[MATERIAL FOR THIS EXERCISE — start]

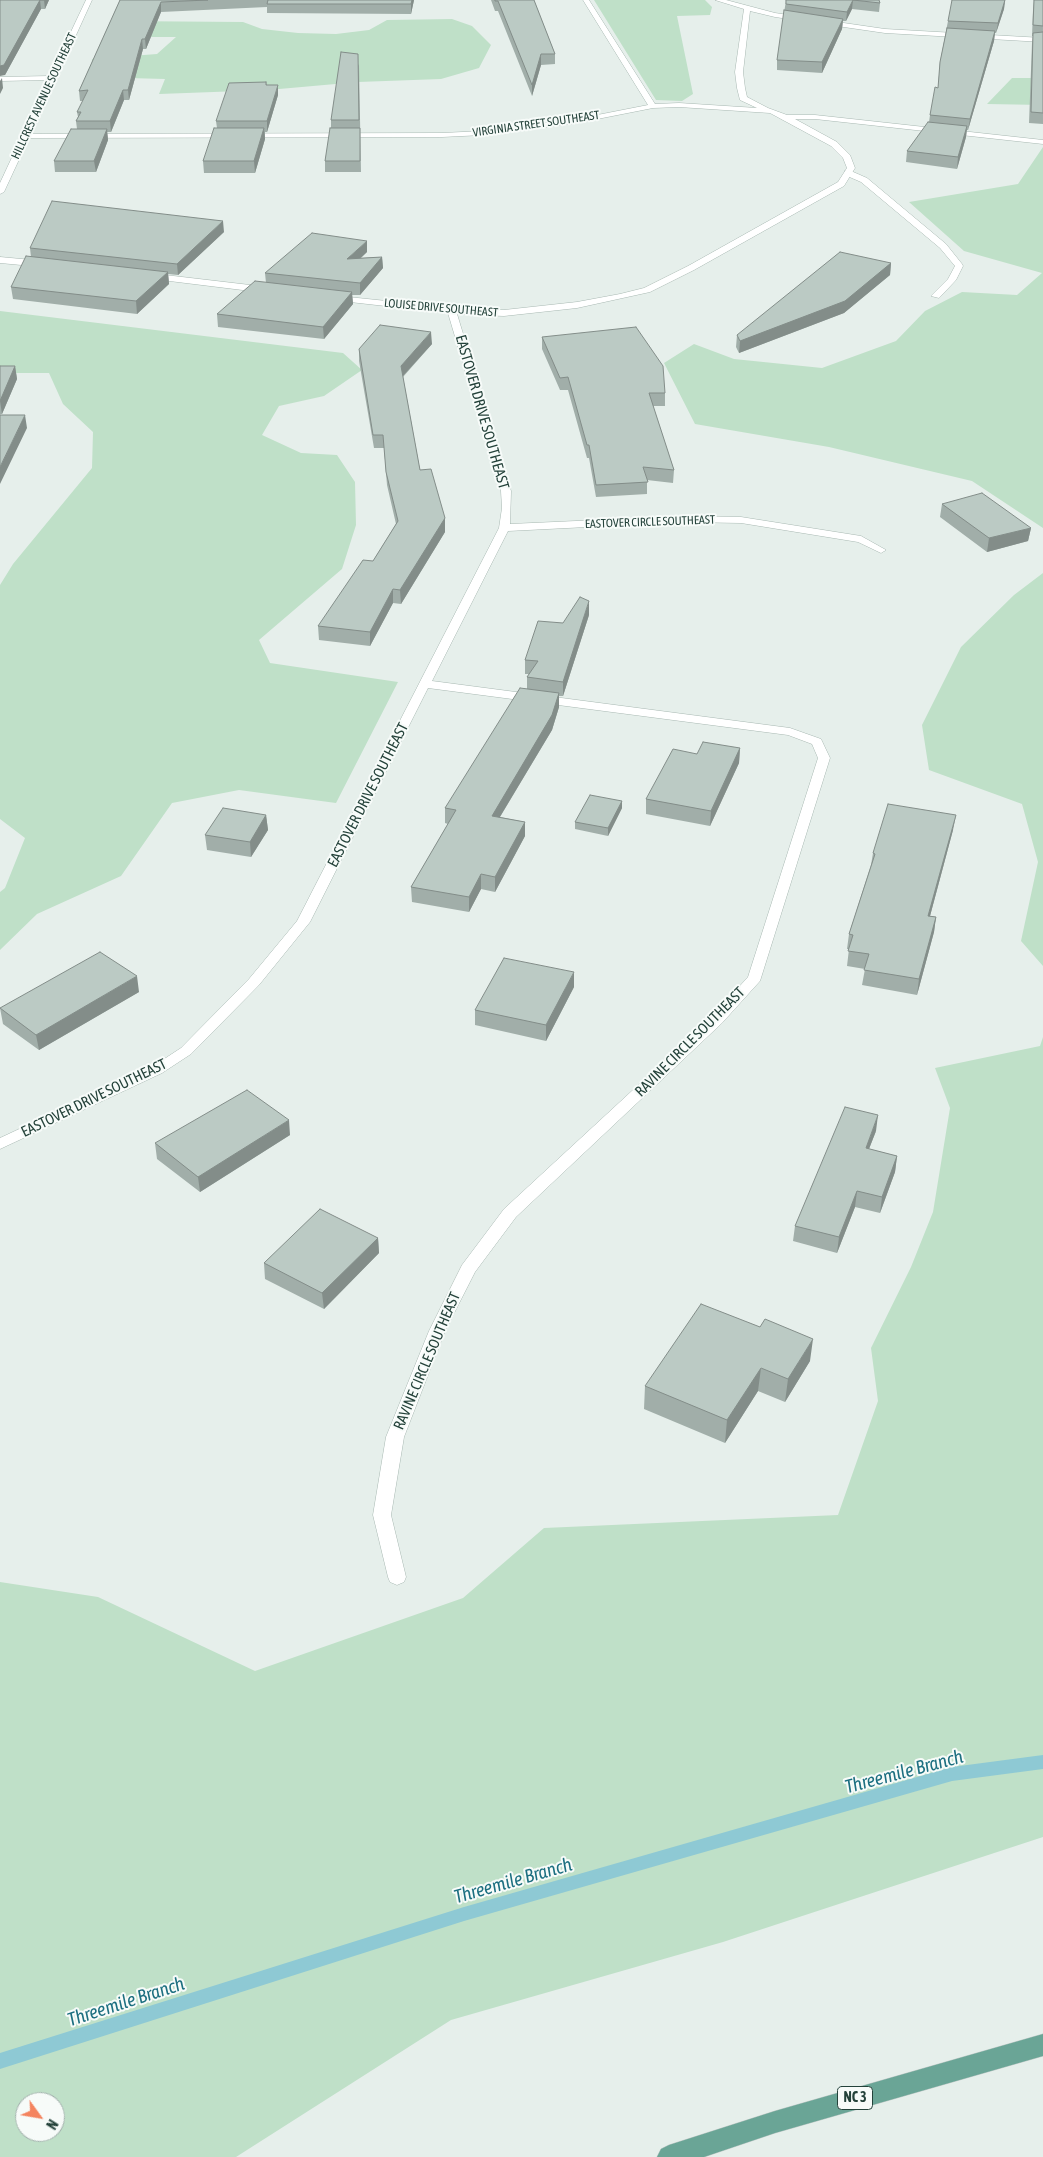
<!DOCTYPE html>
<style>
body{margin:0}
#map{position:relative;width:1043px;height:2157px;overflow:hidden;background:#e6efeb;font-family:"Asap Condensed",sans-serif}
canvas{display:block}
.north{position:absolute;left:15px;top:2092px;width:50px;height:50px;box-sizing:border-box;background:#f7fbf9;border:1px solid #a3b1ad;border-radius:50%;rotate:122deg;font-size:14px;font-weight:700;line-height:20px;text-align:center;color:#24423a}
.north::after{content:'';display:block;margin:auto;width:18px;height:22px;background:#f4845f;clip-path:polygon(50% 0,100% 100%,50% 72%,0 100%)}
</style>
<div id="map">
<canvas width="1043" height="2157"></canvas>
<div class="north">N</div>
</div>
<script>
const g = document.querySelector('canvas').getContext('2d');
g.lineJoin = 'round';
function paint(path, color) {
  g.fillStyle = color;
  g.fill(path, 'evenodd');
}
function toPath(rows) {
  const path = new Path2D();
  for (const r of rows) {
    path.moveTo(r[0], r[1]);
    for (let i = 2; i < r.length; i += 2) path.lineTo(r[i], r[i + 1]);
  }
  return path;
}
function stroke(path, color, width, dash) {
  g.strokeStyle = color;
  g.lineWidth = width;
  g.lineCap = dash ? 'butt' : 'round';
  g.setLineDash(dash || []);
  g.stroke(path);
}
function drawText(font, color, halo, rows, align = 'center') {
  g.font = font + ' "Asap Condensed",sans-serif';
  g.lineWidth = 4;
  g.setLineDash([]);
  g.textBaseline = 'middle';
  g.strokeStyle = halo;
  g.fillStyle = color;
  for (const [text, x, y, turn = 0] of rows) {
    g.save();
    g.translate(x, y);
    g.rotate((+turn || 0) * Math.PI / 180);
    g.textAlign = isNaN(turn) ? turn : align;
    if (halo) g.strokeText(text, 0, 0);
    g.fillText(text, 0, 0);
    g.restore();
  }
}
paint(toPath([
 [594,0,705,0,712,7,710,15,677,16,693,94,682,101,656,100],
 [452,19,472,26,491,45,479,68,441,79,358,82,268,90,159,94,165,79,91,77,92,59,157,54,176,37,114,37,117,21,243,22,262,29,298,33,336,34,369,30,387,20],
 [1012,78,1043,78,1043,105,987,104],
 [1043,147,1043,528,972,481,829,447,695,424,664,363,694,344,734,359,822,368,896,341,925,311,962,292,1017,295,1042,273,964,251,909,202,1018,184],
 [0,311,343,353,362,370,324,396,279,406,262,435,301,453,337,455,355,482,356,525,342,569,259,640,270,663,398,682,336,803,239,790,172,803,121,876,37,914,0,950,0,892,5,888,25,838,0,819,0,585,13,564,92,468,93,432,63,404,49,373,0,373],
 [1043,573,1043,966,1021,941,1038,862,1022,804,929,770,922,725,961,647,1014,595],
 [1043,1037,1043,1837,723,1942,451,2020,236,2157,0,2157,0,1582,98,1597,255,1671,463,1598,544,1528,838,1515,878,1401,871,1348,911,1267,933,1212,950,1108,935,1068,1040,1046],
 [25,2102,55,2102,55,2132,25,2132]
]), '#bfe0c8');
paint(toPath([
 [1043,1755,1043,1769,952,1781,464,1921,0,2069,0,2053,464,1907,952,1767,1043,1755]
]), '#8ec9d4');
const lane = toPath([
 [845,171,851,171,867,178,946,244,962,264,963,266,956,280,939,298,931,296,948,279,955,266,940,248,861,182,845,175,845,171]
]);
const street = toPath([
 [86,0,92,0,31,134,442,133,483,131,577,119,648,105,583,0,589,0,655,104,679,103,757,108,740,100,737,88,735,72,744,9,715,0,726,0,775,13,885,29,1043,38,1043,42,885,33,775,17,750,11,743,72,745,88,747,97,768,108,787,115,815,115,1043,140,1043,144,815,119,795,119,837,142,850,155,855,168,844,186,694,270,650,292,577,308,504,316,457,314,511,491,510,524,686,516,741,517,861,536,886,550,881,553,858,542,741,523,686,522,508,531,432,681,790,728,821,739,830,758,760,981,722,1023,516,1217,475,1272,445,1331,404,1437,391,1515,406,1577,404,1582,397,1585,390,1582,388,1577,373,1515,386,1437,429,1331,462,1265,504,1209,712,1017,748,977,818,758,812,744,788,735,428,688,310,922,259,985,191,1054,162,1073,0,1149,0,1138,152,1067,181,1048,249,979,297,921,499,528,502,508,501,491,448,313,332,300,329,299,329,295,473,310,504,310,577,302,620,294,644,288,688,266,838,182,847,168,843,158,831,146,770,113,679,107,653,108,577,123,483,135,442,137,29,138,4,192,0,194,0,183,48,80,0,81,0,77,50,76,86,0],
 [0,257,43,261,47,264,43,267,0,263,0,257],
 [148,273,267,287,272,290,267,293,145,278,144,276,148,273]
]);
const primary = toPath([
 [1043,2034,1043,2056,775,2133,704,2157,657,2157,661,2149,669,2145,775,2111,1043,2034]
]);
stroke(lane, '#a8b8b2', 1);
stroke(street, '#a8b8b2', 1);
stroke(primary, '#c2cac8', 1);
paint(lane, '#fff');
paint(street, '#fff');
paint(primary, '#6aa596');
paint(toPath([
 [0,0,49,0,45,9,41,9,5,75],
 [120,0,414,0,411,14,267,13,267,7,161,12,146,49,143,49,129,100,124,100,111,132,107,132,108,140,96,172,55,172,54,161,77,129,76,121,78,117,77,112,83,101,80,101,79,91],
 [491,0,534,0,555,54,555,64,541,65,532,96,498,11,495,11],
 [786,0,879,0,880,3,879,12,852,9,846,21,843,21,842,29,822,73,777,70,777,60],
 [1005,0,1004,9,996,33,995,33,994,41,968,130,967,130,966,137,957,169,906,162,907,151,929,122,930,115,938,88,940,62,948,21],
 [1034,0,1043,0,1043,124,1029,123,1032,43,1033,36,1032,36,1033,10],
 [359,64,361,172,325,172,325,161,331,128,331,120],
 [266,82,267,85,278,95,267,132,265,132,265,139,255,173,204,173,203,161,217,128,216,121],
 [224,232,178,275,168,274,169,284,137,314,13,299,11,287,31,257,30,248],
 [367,252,361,258,382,257,383,268,360,295,352,295,353,304,324,339,218,327,217,314,266,283,265,273],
 [891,263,890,275,844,313,739,353,736,347,737,335],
 [542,337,665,393,665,406,653,406,674,470,673,483,647,480,647,494,596,497,589,458,587,458,568,390,560,390,542,349],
 [432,344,403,377,420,470,445,518,445,532,401,604,393,603,370,646,319,640,318,626,373,561,396,524,387,485,384,448,374,448,359,361,359,349],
 [0,366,15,366,17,379,2,414,0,414],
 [942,504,1031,528,1028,541,987,552,940,517],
 [589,615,563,696,559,696,559,707,552,730,500,817,525,822,525,836,495,892,481,889,469,912,412,902,411,887,448,824,445,823,445,808,527,689,527,677,529,674,525,674,525,660,563,623],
 [740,748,739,763,710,826,646,814,646,799,697,754],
 [622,801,622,808,608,836,575,829,575,822],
 [266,815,268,830,251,857,207,850,205,835],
 [953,830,930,916,936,917,934,932,917,995,862,985,865,969,847,966,849,949,847,949,849,934,871,865,873,853],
 [574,987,546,1041,475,1025,475,1010],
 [139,992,39,1050,3,1024,0,1008],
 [876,1131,869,1149,897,1156,895,1172,880,1213,855,1207,837,1253,793,1241,795,1226],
 [290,1135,200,1192,157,1159,155,1143],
 [378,1238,379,1253,324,1309,265,1279,264,1263],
 [810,1361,785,1402,758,1391,725,1443,644,1409,645,1386]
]), '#a1aea9');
paint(toPath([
 [40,0,41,9,5,75,0,76,0,66],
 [44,0,49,0,45,9],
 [412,0,414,0,411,14,411,4],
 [853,0,852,9,846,21,847,12],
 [1005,0,1004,9,996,33,998,23],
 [161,2,161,12,146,49,145,39],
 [843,19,842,29,822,73,822,62],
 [995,31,994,41,968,130,970,119],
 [142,39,143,49,129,100,128,90],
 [541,54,541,65,532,96,532,85],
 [0,78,0,81,2,78,3,88,0,94],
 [278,85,278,95,267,132,267,121],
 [123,90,124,100,111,132,110,121],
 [967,126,966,137,957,169,958,157],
 [264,128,265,139,255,173,254,161],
 [107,129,108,140,96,172,94,161],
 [223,221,224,232,178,275,177,264],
 [367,241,367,252,347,270,347,259],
 [382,257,383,268,360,295,360,283],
 [891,263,890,275,844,313,739,353,740,341],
 [168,272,169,284,137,314,136,301],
 [352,292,353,304,324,339,323,327],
 [431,332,432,344,401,378,401,366],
 [15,366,17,379,2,414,0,401],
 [25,415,27,428,0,484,0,467],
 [445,518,445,532,401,604,400,590],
 [1031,528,1028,541,987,552,989,538],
 [393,589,393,603,370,646,370,632],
 [589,601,589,615,563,696,563,682],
 [559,693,559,707,552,730,492,830,492,816],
 [740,748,739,763,710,826,711,811],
 [622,801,622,808,608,836,608,828],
 [266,815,268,830,251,857,250,842],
 [956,815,953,830,926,931,928,916],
 [525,822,525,836,495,892,495,877],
 [481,874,481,889,469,912,469,897],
 [936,917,934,932,917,995,919,979],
 [574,972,574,987,546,1041,546,1025],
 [137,976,139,992,39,1050,36,1035],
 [878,1115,876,1131,863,1164,866,1148],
 [289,1120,290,1135,200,1192,198,1177],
 [897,1156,895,1172,880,1213,882,1197],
 [857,1191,855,1207,837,1253,839,1237],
 [378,1238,379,1253,324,1309,322,1293],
 [813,1339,810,1361,785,1402,788,1379],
 [761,1368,758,1391,725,1443,727,1420]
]), '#838d89');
const building = toPath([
 [0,0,44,0,40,0,4,65,0,66,0,0],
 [120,0,208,0,161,2,145,39,142,39,128,90,123,90,110,121,76,121,81,112,77,112,88,90,79,91,120,0],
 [268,0,412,0,411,4,267,4,268,0],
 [495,0,534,0,555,54,541,54,532,85,498,1,495,1,495,0],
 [786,0,879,0,880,3,853,0,847,12,786,4,786,0],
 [952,0,1005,0,998,23,948,21,952,0],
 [1034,0,1043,0,1043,26,1033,25,1034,0],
 [784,10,843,19,822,62,777,60,784,10],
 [947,28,995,31,970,119,930,115,935,87,938,88,940,62,947,28],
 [1043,32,1043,113,1031,112,1033,33,1043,32],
 [341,52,358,54,359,120,331,120,341,52],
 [266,82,266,85,278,85,267,121,216,121,229,83,266,82],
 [928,122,967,126,958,157,907,151,928,122],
 [214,128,264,128,254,161,203,161,214,128],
 [330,128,360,128,360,161,325,161,330,128],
 [71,129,107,129,94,161,54,161,71,129],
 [52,201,223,221,177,264,30,248,52,201],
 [312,233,367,241,347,259,382,257,360,283,265,273,312,233],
 [840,252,891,263,845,301,740,341,737,335,840,252],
 [26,256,168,272,136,301,11,287,26,256],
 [255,281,352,292,323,327,217,314,255,281],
 [380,325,431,332,401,366,420,470,431,469,445,518,400,590,393,589,370,632,318,626,363,560,373,561,398,521,386,472,383,435,373,435,359,349,380,325],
 [636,327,663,366,665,393,649,393,674,470,643,467,648,482,596,485,589,445,587,445,568,377,560,378,542,337,636,327],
 [0,366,15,366,0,401,0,366],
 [0,415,25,415,0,467,0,415],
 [982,493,1031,528,989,538,942,504,982,493],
 [580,597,589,601,563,682,527,677,538,661,525,660,538,621,563,623,580,597],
 [520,688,559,693,552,715,492,816,525,822,495,877,481,874,469,897,411,887,456,810,445,808,520,688],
 [703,742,740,748,711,811,646,799,673,749,697,754,703,742],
 [590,795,622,801,608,828,575,822,590,795],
 [888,804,956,815,928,916,936,917,919,979,864,970,869,954,848,951,853,935,849,934,875,854,873,853,888,804],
 [223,808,266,815,250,842,205,835,223,808],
 [100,952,137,976,36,1035,0,1008,100,952],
 [504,958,574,972,546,1025,475,1010,504,958],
 [247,1090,289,1120,198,1177,155,1143,247,1090],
 [845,1107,878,1115,866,1148,897,1156,882,1197,857,1191,839,1237,795,1226,845,1107],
 [320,1209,378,1238,322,1293,264,1263,320,1209],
 [701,1304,760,1327,765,1319,813,1339,788,1379,761,1368,727,1420,645,1386,701,1304]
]);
paint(building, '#bbcac4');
stroke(building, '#838d89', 1);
drawText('12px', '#24423a', '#f7fbf9', [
 ["HILLCREST AVENUE SOUTHEAST",44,96,-65],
 ["VIRGINIA STREET SOUTHEAST",536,124,-8],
 ["LOUISE DRIVE SOUTHEAST",441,308,5],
 ["EASTOVER CIRCLE SOUTHEAST",650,522,-2]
]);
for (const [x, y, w] of [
 [855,2098,35]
]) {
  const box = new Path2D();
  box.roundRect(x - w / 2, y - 11.5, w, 23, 4);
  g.fillStyle = '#f7fbf9';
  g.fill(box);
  stroke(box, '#24423a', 1);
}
drawText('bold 14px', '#24423a', null, [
 ["NC 3",855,2098]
]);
drawText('15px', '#24423a', '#f7fbf9', [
 ["EASTOVER DRIVE SOUTHEAST",482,412,74],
 ["EASTOVER DRIVE SOUTHEAST",368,795,-63],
 ["RAVINE CIRCLE SOUTHEAST",690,1042,-45],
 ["EASTOVER DRIVE SOUTHEAST",94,1098,-26],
 ["RAVINE CIRCLE SOUTHEAST",427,1361,-67]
]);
drawText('italic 19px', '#1c6f80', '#f7fbf9', [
 ["Threemile Branch",904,1772,-15],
 ["Threemile Branch",513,1881,-16],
 ["Threemile Branch",126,2002,-18]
]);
</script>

[MATERIAL FOR THIS EXERCISE — finish]

If a line above holds the string "function", copy it out.

EXERCISE RESULT ::
function paint(path, color) {
function toPath(rows) {
function stroke(path, color, width, dash) {
function drawText(font, color, halo, rows, align = 'center') {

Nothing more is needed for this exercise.